There's a battle ahead, one that many may not have seen coming. Perhaps because it's starting for an odd reason. You see, the auto industry has, more or less, ceased making bad cars. These days they're all pretty good. They'll start on a cold morning, idle happily in traffic on a hot afternoon, protect you in a crash, and look pretty good while doing it. Sure, that last point is always debatable, and certainly some cars are better suited for different tasks than others, but the key is that it's genuinely hard to buy a "bad" new car.

While that's a very good thing, it has the interesting side effect of making it mighty hard for auto manufacturers to stand above the crowd. So, while performance and efficiency continue as strong talking points, in-car technology has become one of the most important points of differentiation for auto manufacturers. The amazing pace of advancement of mobile technology has raised the bar. Most car shoppers walk into the dealership with an incredibly advanced and easy-to-use piece of consumer electronics in their purse or pocket, and so it's natural they'd want their next car to offer some of the same appeal.

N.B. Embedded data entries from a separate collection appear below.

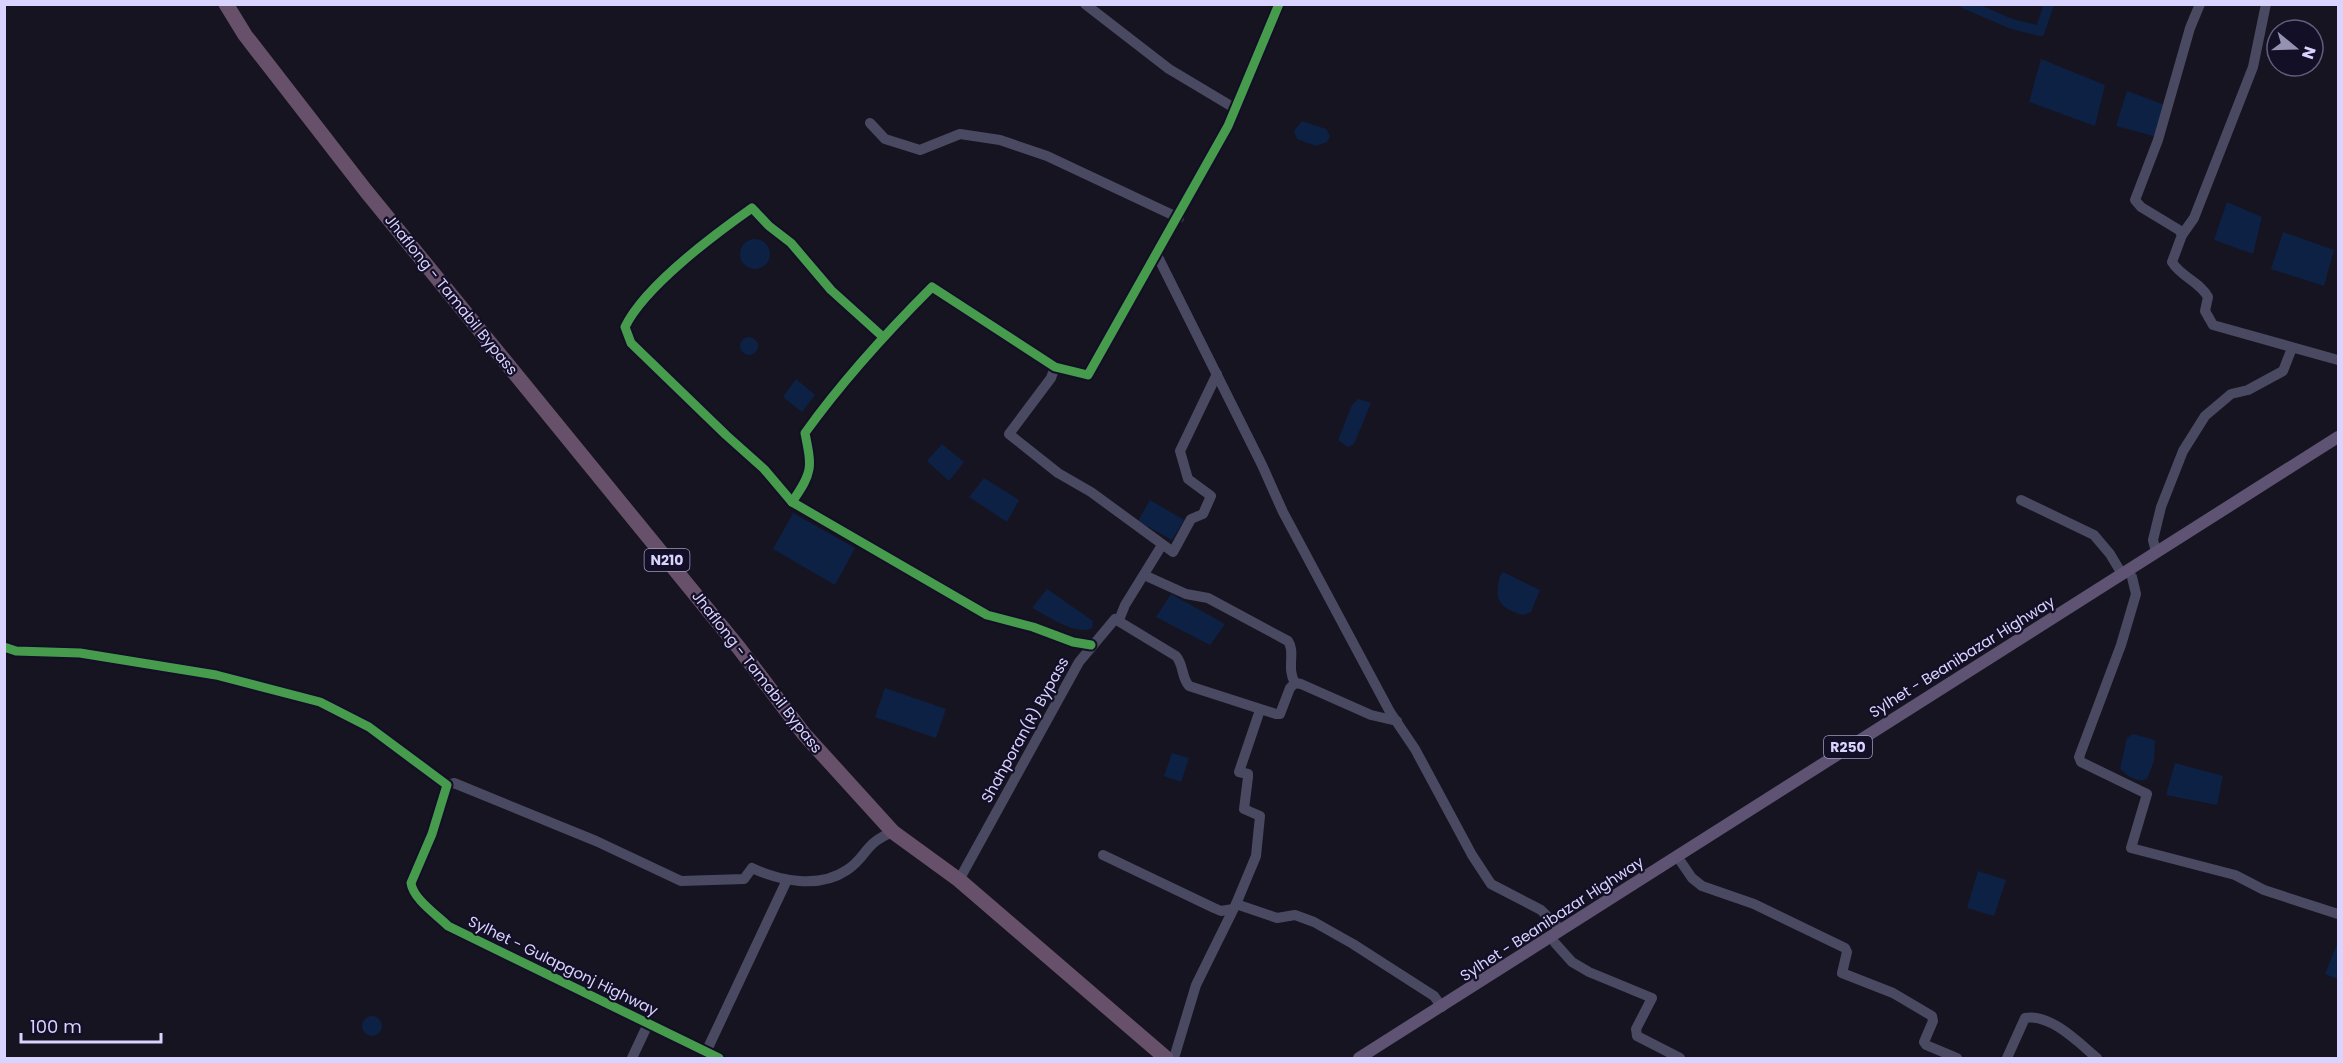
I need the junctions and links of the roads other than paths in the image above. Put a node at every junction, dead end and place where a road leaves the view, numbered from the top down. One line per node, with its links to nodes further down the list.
1 (226, 4): 31 (highway, Jhaflong - Tamabil Bypass / N210)
2 (1085, 4): 6 (street)
3 (1279, 4): 6 (street)
4 (2200, 4): 9 (street)
5 (2266, 4): 9 (street)
6 (1236, 109): 8 (street)
7 (870, 123): 8 (street)
8 (1179, 218): 10 (street)
9 (2182, 235): 12 (street)
10 (1157, 255): 14 (street); 15 (street)
11 (883, 337): 14 (street); 19 (street); 19 (street)
12 (2292, 348): 13 (street); 21 (street)
13 (2338, 360)
14 (1055, 367): 20 (street)
15 (1217, 374): 20 (street); 29 (street)
16 (2338, 437): 21 (main road, Sylhet - Beanibazar Highway / R250)
17 (2338, 446): 23 (main road, Sylhet - Beanibazar Highway / R250)
18 (2021, 500): 23 (street)
19 (792, 502): 25 (street)
20 (1162, 545): 22 (street)
21 (2156, 552): 23 (main road, Sylhet - Beanibazar Highway / R250)
22 (1144, 574): 24 (street); 27 (street)
23 (2127, 575): 33 (main road, Sylhet - Beanibazar Highway / R250); 37 (street); 38 (main road, Sylhet - Beanibazar Highway / R250)
24 (1119, 620): 25 (street, Shahporan(R) Bypass); 28 (street)
25 (1091, 645): 35 (street, Shahporan(R) Bypass)
26 (4, 647): 30 (street)
27 (1295, 683): 28 (street); 29 (street)
28 (1260, 710): 36 (street)
29 (1397, 721): 38 (street)
30 (447, 785): 34 (street); 41 (street, Sylhet - Gulapgonj Highway)
31 (893, 832): 34 (street); 35 (highway, Jhaflong - Tamabil Bypass / N210)
32 (1103, 855): 36 (street)
33 (1681, 862): 39 (main road, Sylhet - Beanibazar Highway / R250); 50 (street)
34 (788, 880): 42 (street)
35 (959, 880): 45 (highway, Jhaflong - Tamabil Bypass / N210)
36 (1234, 906): 40 (street); 46 (street)
37 (2338, 914)
38 (1561, 930): 40 (main road, Sylhet - Beanibazar Highway / R250)
39 (1555, 943): 48 (main road, Sylhet - Beanibazar Highway / R250); 49 (street)
40 (1442, 1007): 47 (main road, Sylhet - Beanibazar Highway / R250)
41 (648, 1024): 42 (street, Sylhet - Gulapgonj Highway); 43 (street)
42 (706, 1052): 44 (street, Sylhet - Gulapgonj Highway)
43 (632, 1059)
44 (719, 1059)
45 (1167, 1059)
46 (1174, 1059)
47 (1359, 1059)
48 (1372, 1059)
49 (1680, 1059)
50 (1957, 1059)
51 (2007, 1059): 52 (street)
52 (2097, 1059)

Carmakers have spent years and millions of dollars creating ever-more-advanced infotainment systems and, tragically, none holds a candle to the appeal of any current mobile operating systems. To most consumers, it seems blatantly obvious that the phone should simply handle all the heavy lifting. In 2014 that finally begins to become a reality across the industry, but the issue isn't as simple as it seems.

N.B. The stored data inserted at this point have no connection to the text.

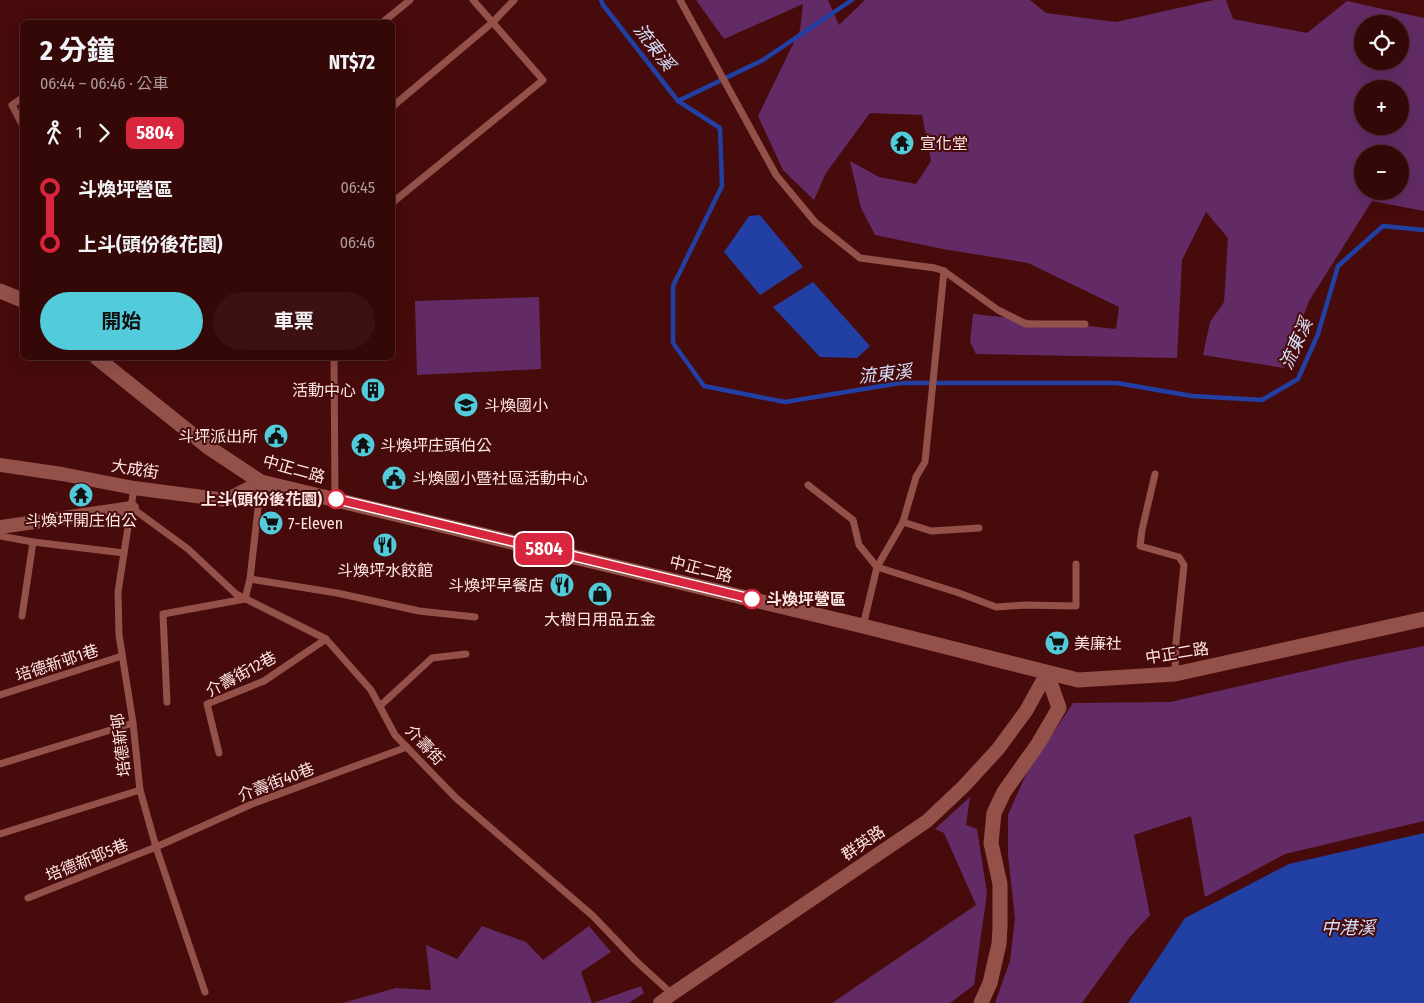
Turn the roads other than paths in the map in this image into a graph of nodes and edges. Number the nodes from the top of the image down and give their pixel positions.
1 (410, 0) edge
2 (473, 0) edge
3 (514, 0) edge
4 (680, 0) edge
5 (385, 20) edge
6 (493, 22) junction
7 (20, 99) edge
8 (395, 104) edge
9 (20, 120) edge
10 (395, 201) edge
11 (944, 271) junction
12 (0, 291) edge
13 (20, 299) edge
14 (1085, 324) dead end
15 (99, 360) edge
16 (334, 360) edge
17 (0, 466) edge
18 (1156, 474) dead end
19 (262, 482) junction
20 (808, 485) dead end
21 (134, 488) junction
22 (336, 499) junction
23 (132, 508) junction
24 (903, 522) junction
25 (0, 527) edge
26 (980, 528) dead end
27 (0, 536) edge
28 (33, 542) junction
29 (124, 553) junction
30 (1076, 564) dead end
31 (878, 567) junction
32 (250, 579) junction
33 (245, 598) junction
34 (22, 616) dead end
35 (475, 617) dead end
36 (1424, 619) edge
37 (862, 626) junction
38 (326, 639) junction
39 (466, 654) dead end
40 (122, 656) junction
41 (1047, 673) junction
42 (1175, 674) junction
43 (0, 696) edge
44 (167, 702) dead end
45 (380, 706) junction
46 (133, 722) junction
47 (407, 747) junction
48 (219, 753) dead end
49 (0, 764) edge
50 (140, 790) junction
51 (0, 834) edge
52 (156, 847) junction
53 (28, 898) dead end
54 (205, 992) dead end
55 (672, 994) junction
56 (660, 1003) edge
57 (981, 1003) edge

1 - 5 lane
2 - 6 lane
3 - 6 lane
4 - 11 lane
6 - 8 lane
6 - 10 lane
7 - 9 lane
11 - 14 lane
11 - 24 lane
12 - 13 main road
15 - 19 main road, 中正二路
16 - 22 lane
17 - 21 street, 大成街
18 - 42 lane
19 - 21 street, 大成街
19 - 22 main road, 中正二路
19 - 32 lane
20 - 31 lane
21 - 23 lane, 培德新邨
22 - 37 main road, 中正二路
23 - 25 street
23 - 29 lane, 培德新邨
23 - 33 lane, 介壽街
24 - 26 lane
24 - 31 lane
27 - 28 lane
28 - 29 lane
28 - 34 lane
29 - 40 lane, 培德新邨
30 - 31 lane
31 - 37 lane
32 - 33 lane
32 - 35 lane
33 - 38 lane, 介壽街
33 - 44 lane
36 - 42 main road, 中正二路
37 - 41 main road, 中正二路
38 - 45 lane, 介壽街
38 - 48 lane, 介壽街12巷
39 - 45 lane
40 - 43 lane, 培德新邨1巷
40 - 46 lane, 培德新邨
41 - 42 main road, 中正二路
41 - 55 street, 群英路
41 - 57 main road
45 - 47 lane, 介壽街
46 - 49 lane
46 - 50 lane, 培德新邨
47 - 52 lane, 介壽街40巷
47 - 55 lane, 介壽街
50 - 51 lane
50 - 52 lane, 培德新邨
52 - 53 lane, 培德新邨5巷
52 - 54 lane, 培德新邨
55 - 56 street, 群英路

Look at a modern smartphone. Then, go tap on any of the recent touch-screen interfaces found in a modern car. By and large, the shift is jarring. These infotainment systems are often slow, frequently sluggish, and quite generally aesthetically challenged. This is why so many consumers simply want to replicate their phone on a bigger touch screen in the car and call it a day. Sadly, that won't work.


The primary challenge is driver distraction. Quite simply: mobile operating systems aren't safe while driving. Never intended to be thumbed whilst behind the wheel, study after study shows that trying to do so makes you about as capable as the average drunk. An interface safe to use while driving must be significantly simpler, significantly tighter, and, often, uglier. There are now regulations and testing procedures in the US, EU, and Japan specifying what is allowed, things like maximum time spent looking away from the road and minimum size of graphical controls. Out of the box, none of today's mobile phones satisfy these requirements.

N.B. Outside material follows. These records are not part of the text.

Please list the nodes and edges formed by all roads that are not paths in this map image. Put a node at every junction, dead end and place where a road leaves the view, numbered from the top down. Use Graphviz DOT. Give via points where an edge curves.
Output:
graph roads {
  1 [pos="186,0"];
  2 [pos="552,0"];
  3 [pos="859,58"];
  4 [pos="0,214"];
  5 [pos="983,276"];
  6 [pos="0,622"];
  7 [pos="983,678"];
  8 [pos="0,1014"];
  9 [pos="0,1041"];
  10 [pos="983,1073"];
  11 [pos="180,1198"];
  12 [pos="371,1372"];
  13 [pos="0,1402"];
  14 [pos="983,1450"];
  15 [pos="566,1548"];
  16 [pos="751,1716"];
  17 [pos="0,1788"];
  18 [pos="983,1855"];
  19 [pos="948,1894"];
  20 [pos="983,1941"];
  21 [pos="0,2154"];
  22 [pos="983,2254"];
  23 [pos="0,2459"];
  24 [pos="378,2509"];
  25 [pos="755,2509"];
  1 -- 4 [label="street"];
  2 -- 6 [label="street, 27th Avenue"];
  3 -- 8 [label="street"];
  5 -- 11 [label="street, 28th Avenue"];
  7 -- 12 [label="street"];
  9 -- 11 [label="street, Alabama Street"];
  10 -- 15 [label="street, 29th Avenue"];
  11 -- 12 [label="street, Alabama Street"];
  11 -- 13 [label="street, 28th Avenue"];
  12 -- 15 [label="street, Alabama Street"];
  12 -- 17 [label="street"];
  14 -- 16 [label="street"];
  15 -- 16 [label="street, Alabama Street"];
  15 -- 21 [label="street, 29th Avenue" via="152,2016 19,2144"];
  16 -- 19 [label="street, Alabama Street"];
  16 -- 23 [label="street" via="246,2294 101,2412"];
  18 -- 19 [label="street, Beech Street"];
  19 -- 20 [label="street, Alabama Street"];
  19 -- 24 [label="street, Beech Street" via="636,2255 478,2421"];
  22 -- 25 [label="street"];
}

The other concern, which frankly most of you won't care about, is that of branding. Vehicle designers are well-trained -- and well-paid -- to craft beautiful, stylish, and distinctive exteriors. So too are interior designers, spending years chasing proper materials and sculpting desirable ergonomics for their cabins. A hugely important part of the equation is the center stack, the waterfall of controls between the front seats. Manufacturers demand that this be just as strongly identifiable as any other part of the car. If it's simply a dumb terminal, a view into your phone, they're giving up that piece of experience. They're again no better than the competition.

That, for car brands, is a very bad thing. For consumers it could be a very good thing, and in this battle consumers are finally winning.